Por que EUA querem anexar a Groenlândia: segurança e minerais estratégicos
A ideia dos Estados Unidos de anexar a Groenlândia vem sendo debatida há meses e não surgiu apenas com a posse do presidente Donald Trump (Partido Republicano), em janeiro de 2025. Ainda antes do Natal de 2024, Trump já defendia publicamente que os EUA “precisam” da Groenlândia por razões de segurança internacional, afirmando que o território, atualmente autônomo dentro do reino da Dinamarca, é essencial para proteger os Estados Unidos e seus aliados. Ele ressaltou que não busca explorar recursos além daqueles que contribuem para a segurança do país. O presidente já havia comentado sobre essa hipótese em 2019.
Esse tema gerou tensão diplomática entre Washington, Copenhague e as autoridades groenlandesas. No início de 2025, Donald Trump Jr. visitou a ilha com o pretexto de turismo, mas adversários políticos interpretaram a visita como um apoio às declarações do presidente sobre a importância estratégica do território.

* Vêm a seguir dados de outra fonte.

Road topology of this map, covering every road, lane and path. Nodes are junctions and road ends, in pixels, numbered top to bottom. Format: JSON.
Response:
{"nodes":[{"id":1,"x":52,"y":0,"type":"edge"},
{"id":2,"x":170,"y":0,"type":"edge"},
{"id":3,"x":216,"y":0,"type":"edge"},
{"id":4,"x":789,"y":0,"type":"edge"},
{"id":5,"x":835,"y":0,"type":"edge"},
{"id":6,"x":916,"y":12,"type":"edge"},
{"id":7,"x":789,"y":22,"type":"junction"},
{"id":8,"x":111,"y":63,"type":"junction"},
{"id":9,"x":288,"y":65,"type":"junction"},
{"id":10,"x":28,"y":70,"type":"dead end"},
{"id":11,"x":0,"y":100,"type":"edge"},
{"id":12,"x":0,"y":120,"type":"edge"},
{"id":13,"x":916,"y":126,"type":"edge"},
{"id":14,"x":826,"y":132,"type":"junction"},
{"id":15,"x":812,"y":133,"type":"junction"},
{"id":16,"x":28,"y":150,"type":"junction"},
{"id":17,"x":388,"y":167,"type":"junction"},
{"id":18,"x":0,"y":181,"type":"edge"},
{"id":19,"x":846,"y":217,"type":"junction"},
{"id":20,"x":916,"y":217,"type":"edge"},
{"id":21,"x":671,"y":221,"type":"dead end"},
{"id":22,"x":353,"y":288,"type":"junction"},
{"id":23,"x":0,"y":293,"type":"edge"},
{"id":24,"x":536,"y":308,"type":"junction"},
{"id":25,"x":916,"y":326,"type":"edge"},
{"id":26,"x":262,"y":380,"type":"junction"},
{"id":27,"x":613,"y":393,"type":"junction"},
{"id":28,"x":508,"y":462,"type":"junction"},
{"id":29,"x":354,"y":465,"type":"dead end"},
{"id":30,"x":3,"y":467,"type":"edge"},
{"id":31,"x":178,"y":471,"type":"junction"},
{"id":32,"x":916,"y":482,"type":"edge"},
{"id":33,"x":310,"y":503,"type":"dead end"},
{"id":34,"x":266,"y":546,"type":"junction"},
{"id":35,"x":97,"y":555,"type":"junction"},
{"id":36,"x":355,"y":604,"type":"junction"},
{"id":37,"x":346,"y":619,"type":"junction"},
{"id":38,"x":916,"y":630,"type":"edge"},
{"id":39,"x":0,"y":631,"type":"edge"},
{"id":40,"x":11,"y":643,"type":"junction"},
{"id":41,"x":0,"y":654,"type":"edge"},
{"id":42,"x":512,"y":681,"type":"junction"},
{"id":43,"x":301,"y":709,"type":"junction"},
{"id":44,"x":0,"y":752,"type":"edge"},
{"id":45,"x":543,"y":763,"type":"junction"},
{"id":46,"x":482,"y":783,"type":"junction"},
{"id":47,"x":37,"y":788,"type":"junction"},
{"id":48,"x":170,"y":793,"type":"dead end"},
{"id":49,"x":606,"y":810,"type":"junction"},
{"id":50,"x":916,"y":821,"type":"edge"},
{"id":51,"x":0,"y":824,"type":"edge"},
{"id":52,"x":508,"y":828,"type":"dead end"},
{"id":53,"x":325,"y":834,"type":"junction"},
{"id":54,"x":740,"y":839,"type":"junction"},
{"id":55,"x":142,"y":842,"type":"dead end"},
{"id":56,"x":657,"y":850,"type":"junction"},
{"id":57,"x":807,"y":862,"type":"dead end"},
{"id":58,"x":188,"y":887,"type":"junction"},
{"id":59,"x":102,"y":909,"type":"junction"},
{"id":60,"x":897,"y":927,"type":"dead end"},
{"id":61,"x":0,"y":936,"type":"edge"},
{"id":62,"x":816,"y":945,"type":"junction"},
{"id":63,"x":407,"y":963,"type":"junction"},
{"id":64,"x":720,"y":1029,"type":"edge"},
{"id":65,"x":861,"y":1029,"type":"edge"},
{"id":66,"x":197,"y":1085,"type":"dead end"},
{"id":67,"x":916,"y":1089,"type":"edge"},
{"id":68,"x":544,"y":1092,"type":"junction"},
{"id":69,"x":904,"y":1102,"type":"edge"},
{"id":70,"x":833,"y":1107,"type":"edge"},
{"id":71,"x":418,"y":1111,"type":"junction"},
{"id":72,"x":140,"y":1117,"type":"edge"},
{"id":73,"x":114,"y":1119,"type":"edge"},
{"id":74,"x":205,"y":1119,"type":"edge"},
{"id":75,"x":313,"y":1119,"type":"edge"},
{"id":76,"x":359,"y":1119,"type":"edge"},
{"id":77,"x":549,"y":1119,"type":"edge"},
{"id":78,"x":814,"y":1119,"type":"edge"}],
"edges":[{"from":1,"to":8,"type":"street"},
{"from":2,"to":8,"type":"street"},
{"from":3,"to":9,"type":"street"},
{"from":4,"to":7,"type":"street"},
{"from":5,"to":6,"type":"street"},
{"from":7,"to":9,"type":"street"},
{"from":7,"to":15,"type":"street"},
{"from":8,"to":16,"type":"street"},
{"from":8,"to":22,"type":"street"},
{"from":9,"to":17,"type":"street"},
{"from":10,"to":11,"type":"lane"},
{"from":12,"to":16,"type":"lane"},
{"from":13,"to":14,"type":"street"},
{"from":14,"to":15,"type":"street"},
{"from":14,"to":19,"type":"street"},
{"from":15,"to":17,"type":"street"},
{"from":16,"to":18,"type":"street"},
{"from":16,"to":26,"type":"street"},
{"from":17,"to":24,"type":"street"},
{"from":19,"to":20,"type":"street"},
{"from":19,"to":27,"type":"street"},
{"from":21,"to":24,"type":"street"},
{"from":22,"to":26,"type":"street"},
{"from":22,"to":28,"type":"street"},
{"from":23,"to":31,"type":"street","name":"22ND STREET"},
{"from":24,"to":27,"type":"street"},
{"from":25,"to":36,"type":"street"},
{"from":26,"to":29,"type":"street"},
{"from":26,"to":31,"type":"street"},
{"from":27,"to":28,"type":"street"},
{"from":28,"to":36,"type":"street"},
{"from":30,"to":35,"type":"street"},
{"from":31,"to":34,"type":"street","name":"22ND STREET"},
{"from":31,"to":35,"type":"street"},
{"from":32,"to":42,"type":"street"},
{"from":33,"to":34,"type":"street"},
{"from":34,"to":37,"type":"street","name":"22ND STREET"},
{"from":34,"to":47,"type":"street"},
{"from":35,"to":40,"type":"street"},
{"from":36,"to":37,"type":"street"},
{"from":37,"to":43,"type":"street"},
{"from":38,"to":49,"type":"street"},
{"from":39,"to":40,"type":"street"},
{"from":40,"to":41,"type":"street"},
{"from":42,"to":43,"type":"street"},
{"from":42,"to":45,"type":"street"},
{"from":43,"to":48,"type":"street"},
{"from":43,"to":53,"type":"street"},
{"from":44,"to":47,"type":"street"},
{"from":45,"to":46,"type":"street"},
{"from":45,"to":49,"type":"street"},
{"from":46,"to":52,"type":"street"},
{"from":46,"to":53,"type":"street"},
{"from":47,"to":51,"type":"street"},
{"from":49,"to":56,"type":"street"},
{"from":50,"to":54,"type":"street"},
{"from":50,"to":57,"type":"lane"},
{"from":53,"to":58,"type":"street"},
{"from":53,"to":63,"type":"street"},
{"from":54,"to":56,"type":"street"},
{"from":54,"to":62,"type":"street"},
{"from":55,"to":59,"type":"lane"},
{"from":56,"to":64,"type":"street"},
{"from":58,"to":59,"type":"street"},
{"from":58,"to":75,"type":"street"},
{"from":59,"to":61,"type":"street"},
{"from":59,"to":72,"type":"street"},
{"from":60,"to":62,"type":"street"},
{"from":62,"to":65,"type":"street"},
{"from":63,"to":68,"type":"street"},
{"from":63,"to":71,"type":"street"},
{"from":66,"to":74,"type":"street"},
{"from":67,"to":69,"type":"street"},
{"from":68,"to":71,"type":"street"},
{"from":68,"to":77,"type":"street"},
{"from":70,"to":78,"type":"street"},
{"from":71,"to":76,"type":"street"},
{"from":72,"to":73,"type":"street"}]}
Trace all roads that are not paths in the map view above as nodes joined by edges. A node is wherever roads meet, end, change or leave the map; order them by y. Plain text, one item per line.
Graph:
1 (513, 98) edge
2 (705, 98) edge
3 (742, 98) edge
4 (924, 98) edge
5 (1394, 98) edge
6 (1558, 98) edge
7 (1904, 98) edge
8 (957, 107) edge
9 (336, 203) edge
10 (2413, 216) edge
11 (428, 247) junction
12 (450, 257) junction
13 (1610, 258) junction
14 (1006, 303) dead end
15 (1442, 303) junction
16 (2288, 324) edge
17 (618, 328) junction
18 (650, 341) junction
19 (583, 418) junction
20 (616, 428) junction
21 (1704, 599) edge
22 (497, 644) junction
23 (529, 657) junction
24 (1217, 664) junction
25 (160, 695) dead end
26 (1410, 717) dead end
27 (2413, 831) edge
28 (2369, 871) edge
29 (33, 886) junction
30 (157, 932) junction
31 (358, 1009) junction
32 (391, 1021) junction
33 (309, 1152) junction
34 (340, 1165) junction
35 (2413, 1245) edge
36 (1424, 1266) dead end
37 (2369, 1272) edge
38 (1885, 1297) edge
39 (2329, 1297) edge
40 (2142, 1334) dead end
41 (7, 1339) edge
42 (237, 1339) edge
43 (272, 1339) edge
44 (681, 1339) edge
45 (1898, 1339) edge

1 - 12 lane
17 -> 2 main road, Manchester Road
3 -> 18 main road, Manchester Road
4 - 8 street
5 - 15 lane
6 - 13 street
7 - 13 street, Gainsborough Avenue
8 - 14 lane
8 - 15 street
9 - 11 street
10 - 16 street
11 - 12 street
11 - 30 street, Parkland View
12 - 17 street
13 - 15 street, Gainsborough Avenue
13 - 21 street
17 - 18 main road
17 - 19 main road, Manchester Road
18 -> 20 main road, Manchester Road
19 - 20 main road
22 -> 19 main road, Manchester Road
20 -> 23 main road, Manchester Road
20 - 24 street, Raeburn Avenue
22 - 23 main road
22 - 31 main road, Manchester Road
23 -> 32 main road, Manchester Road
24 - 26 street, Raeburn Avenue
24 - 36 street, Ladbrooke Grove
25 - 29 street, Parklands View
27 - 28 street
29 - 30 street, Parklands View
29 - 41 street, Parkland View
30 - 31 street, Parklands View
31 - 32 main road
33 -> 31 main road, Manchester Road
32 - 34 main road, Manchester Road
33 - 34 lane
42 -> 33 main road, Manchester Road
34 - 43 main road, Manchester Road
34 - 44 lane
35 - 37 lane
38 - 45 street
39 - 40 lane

Ainda em 2025, a presença norte-americana na Groenlândia foi marcada por visitas como as de Usha Vance, esposa do vice-presidente J.D. Vance, e de Michael Waltz, conselheiro de Segurança Nacional dos EUA. As autoridades locais consideraram essas visitas “altamente agressivas”, demonstrando preocupação com a crescente pressão política sobre a ilha.
Em dezembro de 2025, Trump nomeou o governador da Louisiana, Jeff Landry, como enviado especial para a Groenlândia. Essa decisão gerou reações negativas tanto da Dinamarca quanto do governo groenlandês, sendo vista como uma intensificação da estratégia dos EUA para avançar ou pressionar nas negociações, reacendendo a crise diplomática com Copenhague.
Trump sempre justificou a política americana em relação à Groenlândia com base na segurança. Os EUA mantêm na região noroeste da ilha a Pituffik Space Base, uma instalação com radares e sistemas para rastreamento de satélites, que integra a defesa contra ataques de mísseis de longo alcance, principalmente num contexto de rivalidade com Rússia e China.
A Groenlândia está localizada em uma posição crítica para a defesa do continente americano, pois sua proximidade com o Ártico a situa na rota mais direta que mísseis intercontinentais vindos da Rússia ou da China poderiam utilizar para atingir os Estados Unidos. Essa localização geográfica, no corredor estratégico do Atlântico Norte, tem sido frequentemente citada por Trump e seus aliados como motivo para a necessidade de controle sobre o território.
O presidente afirmou que, ao olhar “para cima e para baixo da costa da Groenlândia”, é possível observar navios russos e chineses em atividade, justificando assim a necessidade de maior presença e controle norte-americanos na região ártica.
Embora a retórica oficial enfatize a segurança, existem também importantes implicações financeiras e econômicas. A Groenlândia é uma das regiões com maiores depósitos conhecidos de minerais críticos e terras raras do mundo, fundamentais para tecnologias modernas, equipamentos militares e energia renovável. A China detém a maior parte dessas reservas globalmente, e o interesse dos EUA em disputar esse domínio faz parte do contexto estratégico.
A ilha é estimada como possuidora de grandes quantidades de petróleo, gás e minerais ainda não explorados comercialmente devido à espessa camada de gelo que a cobre.
Além de petróleo e gás, foram identificados na Groenlândia 25 dos 34 minerais considerados críticos, incluindo terras raras e outros metais estratégicos, o que justifica o interesse dos EUA em conseguir acesso direto a essas reservas em um momento de crescente importância global dessas matérias-primas.
A Groenlândia concentra 66% das chamadas terras raras pesadas, utilizadas em aplicações militares.
Os Estados Unidos têm considerado diversas formas para anexar a Groenlândia. O secretário de Estado, Marco Rubio, e a secretária de Imprensa, Karoline Leavitt, mencionaram a possibilidade de compra do território. O discurso oficial tem buscado uma solução diplomática. Rubin e autoridades dinamarquesas e groenlandesas programaram uma reunião para a próxima semana.
Entretanto, a Casa Branca também considera o uso da força militar. Líderes europeus divulgaram uma nota conjunta na terça-feira, 6 de janeiro, afirmando que a Groenlândia faz parte da Otan (Organização do Tratado do Atlântico Norte). No documento, ressaltam que o território pertence ao seu povo e que apenas a Groenlândia e a Dinamarca devem decidir sobre seus assuntos internos e externos.